|Kuppu, Sundaram -|
|Shen, Guoxin -|
|Zhang, Hong -|
Submitted to: Book Chapter
Publication Type: Book / Chapter
Publication Acceptance Date: October 15, 2012
Publication Date: N/A
Interpretive Summary: Drought stress is a major environmental factor that limits food production in the world. With the temperature on the earth increasing due to climate change, drought will become a more severe problem for many countries including China, India, and most parts of Africa. Providing enough food to the growing world population will be a major challenge that we will have to face. Traditional breeding had been successful in developing drought tolerant crops in the last several decades; however, it is becoming more difficult to develop drought tolerant crops by this approach due to limited access to the drought tolerant genes in the natural populations of crops and due to its time-consuming process. In contrast, the rapid progress made in plant genomics research and in plant biotechnology research has opened up new possibilities in creating drought tolerant crops through genetic engineering. Among the many successful experiments conducted in laboratories and in the field, two approaches appear to be very promising. One involves increasing activity of a vacuolar membrane-bound proton pump, which leads to increased drought tolerance and salt tolerance in transgenic plants. The other involves increasing cytokinin production only under drought conditions, which dramatically increases drought tolerance in transgenic plants. Both approaches have been tested in greenhouse and field conditions and both appear to work in all plants that have been tested. It is hoped that these approaches will be translated into actual gain in agricultural production soon.

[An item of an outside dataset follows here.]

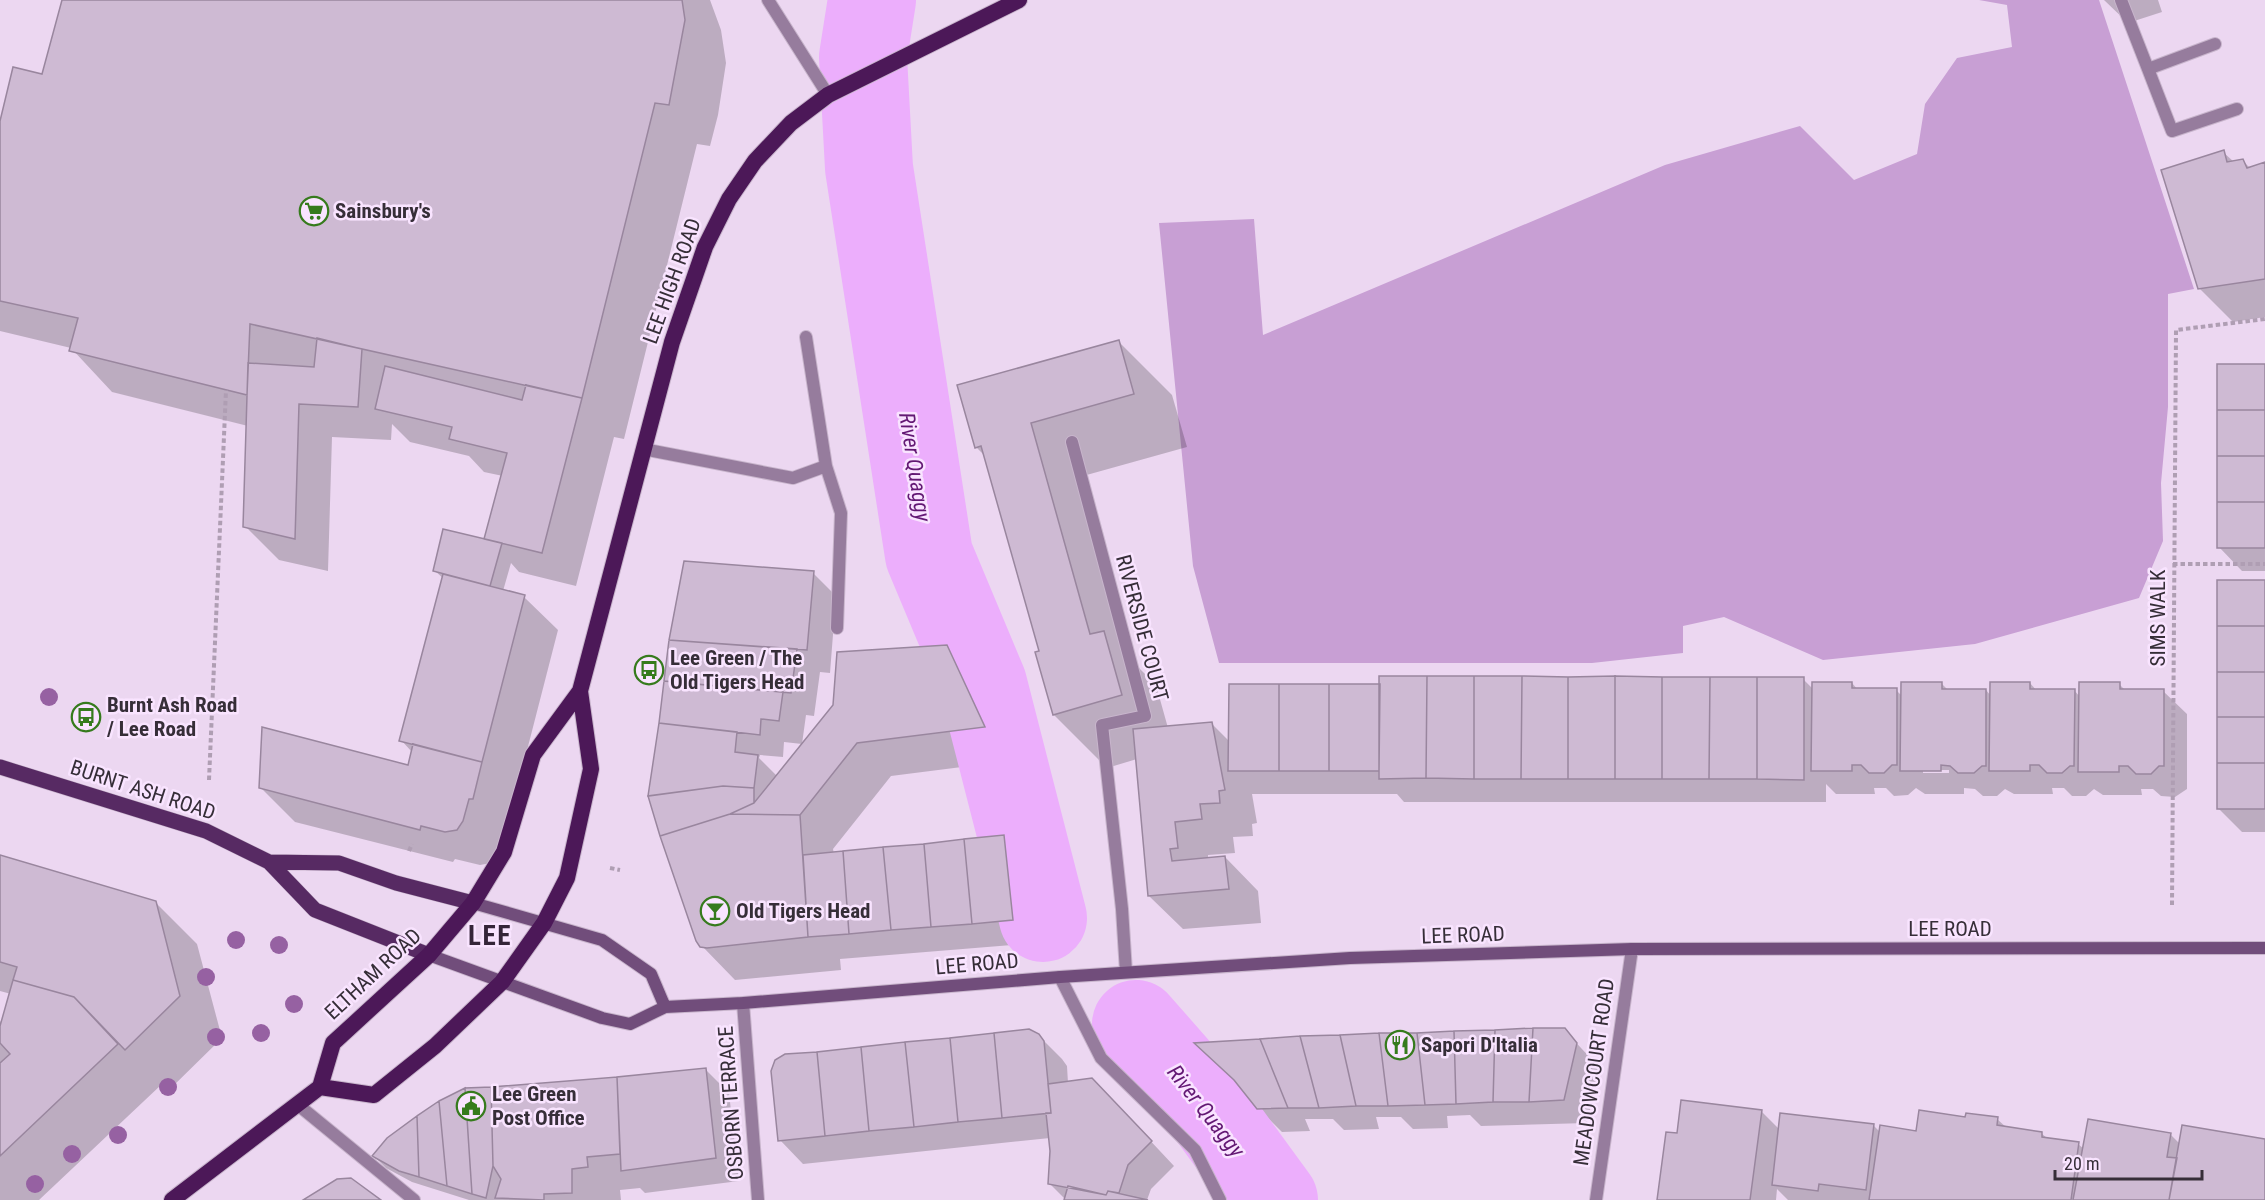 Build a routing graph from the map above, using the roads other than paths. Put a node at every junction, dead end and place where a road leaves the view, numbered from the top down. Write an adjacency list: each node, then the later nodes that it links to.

Technical Abstract: Drought and heat are major environmental factors that limit agricultural productivity. Decreased availability of arable land for agricultural production, increased water demand for urban use, and declining aquifer levels are the primary constraints placed on food and fiber production now and in the foreseeable future. These issues are compounded by climate change predictions of increased temperature and rainfall variability in the major agricultural regions of the world, particularly the semi-arid southwestern US. The major task facing the scientific community is providing food and clothing to the increasing global population, and doing so on marginal lands using fewer inputs. To meet these needs, innovative stategies must be developed to increase both drought- and heat-tolerance for crops. Based on previous work in our laboratories and others we provide, here, a brief summary of approaches for engineering stress tolerance in crop plants. These approaches include targeted alterations in ion homeostasis, regulated expression of key stress-responsive genes, and manipulation of leaf senescence. The successful implementation of genetic engineering in abiotic stress improvement will result in the generation of stress tolerant crip varieties for production under reduced input and high temperature regions and significant water savings without associated yield penalties, allowing for sustainable production and economic stability in semi-arid regions.